Re: Distance point <=> straight line in space



"Daniel Kraft" <d@xxxxxxxx> wrote in message news:g6qck5$evf$1@xxxxxxxxxxxxxxxxxxxxxxxx
Hi,

in a program, I've got a straight line in space defined by two points (p1 and p2) on it, and a set (~ 10000) points q_i in space. Then I need to calculate for each of those points the distance to the straight. At the moment I'm doing it like this:

vector g = normalized (p2 - p1) // Find normalized direction
for i = 1 to n
distance_i = norm (cross_product (p2 - q_i, g))

I believe this formula is fairly straight-forward (a single cross-product and a norm); unfortunatelly, my program spents a large amount of time (~ 95% of total runtime) in this routine and the current duration is unacceptable.

Is there a better approach I could take to do this calculation that requires less operations?
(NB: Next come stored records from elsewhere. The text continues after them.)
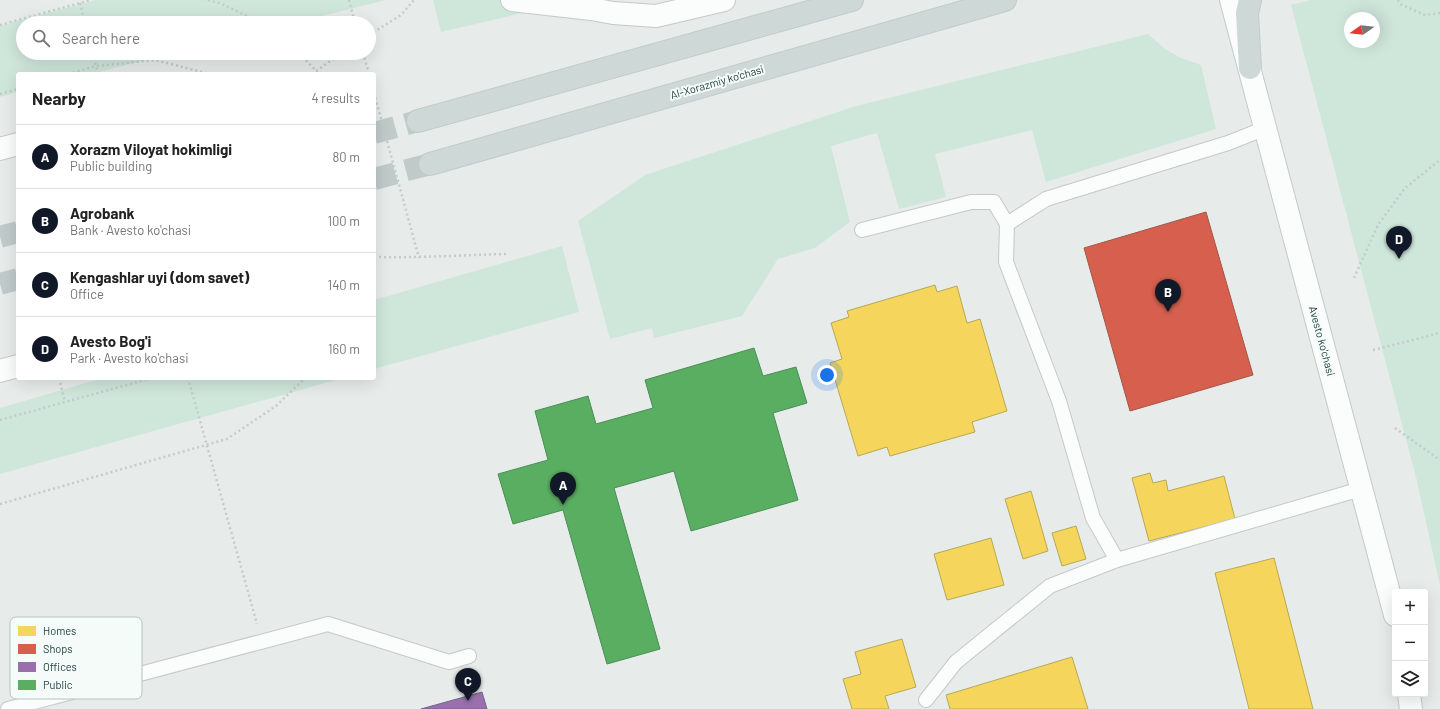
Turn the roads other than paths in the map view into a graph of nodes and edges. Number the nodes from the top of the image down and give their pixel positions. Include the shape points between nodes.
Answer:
1 (512, 0) edge
2 (724, 0) edge
3 (852, 0) edge
4 (1005, 0) edge
5 (1231, 0) edge
6 (1250, 0) edge
7 (1250, 68) junction
8 (418, 121) tunnel mouth
9 (1266, 128) junction
10 (16, 145) edge
11 (0, 149) edge
12 (430, 164) tunnel mouth
13 (1008, 224) junction
14 (862, 230) dead end
15 (16, 367) edge
16 (0, 371) edge
17 (1361, 489) junction
18 (1118, 560) junction
19 (1392, 604) edge
20 (469, 656) dead end
21 (142, 674) edge
22 (1409, 697) edge
23 (46, 699) edge
24 (926, 700) dead end
25 (8, 709) edge
26 (1411, 709) edge

1 - 2 street via 656,16
3 - 8 main road
4 - 12 main road, Al-Xorazmiy ko’chasi
5 - 7 street, Avesto ko'chasi
6 - 7 main road via 1247,13
7 - 9 street, Avesto ko'chasi
9 - 13 lane via 1228,143 1046,198
9 - 17 street, Avesto ko'chasi
10 - 11 street
13 - 14 lane via 994,202 971,202
13 - 18 lane via 1006,262 1059,400 1093,518
15 - 16 street
17 - 18 lane
17 - 19 street, Avesto ko'chasi
18 - 24 lane via 1050,586 956,662
20 - 21 lane via 449,662 328,624
22 - 26 street
23 - 25 lane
Doing this 10,000 times shouldn't take any time at all. So you must be repeating the whole thing, presumably with a different set of points and/or a different line to measure to.

Have you looked globally at your code to see if all these calculations are necessary? Is every result of the 10000 used? (Perhaps you can calculate the distance on demand). If the line is constant, do any of the points repeat (so you can remember the distance)?

Are you calculating some sort of minimum or maximum distance? (Then there might be some quick way of rejecting many of the points.)

Where do the points come from? Would it be feasible to create them as vectors from the line endpoint anyway? Would it be feasible to reorientate the line and points so that the line is along the X,Y or Z axis? Then the calculation is simpler.

And, you might want to take a closer look at the generated code (only because I don't trust optimisers myself).
--
Bartc

.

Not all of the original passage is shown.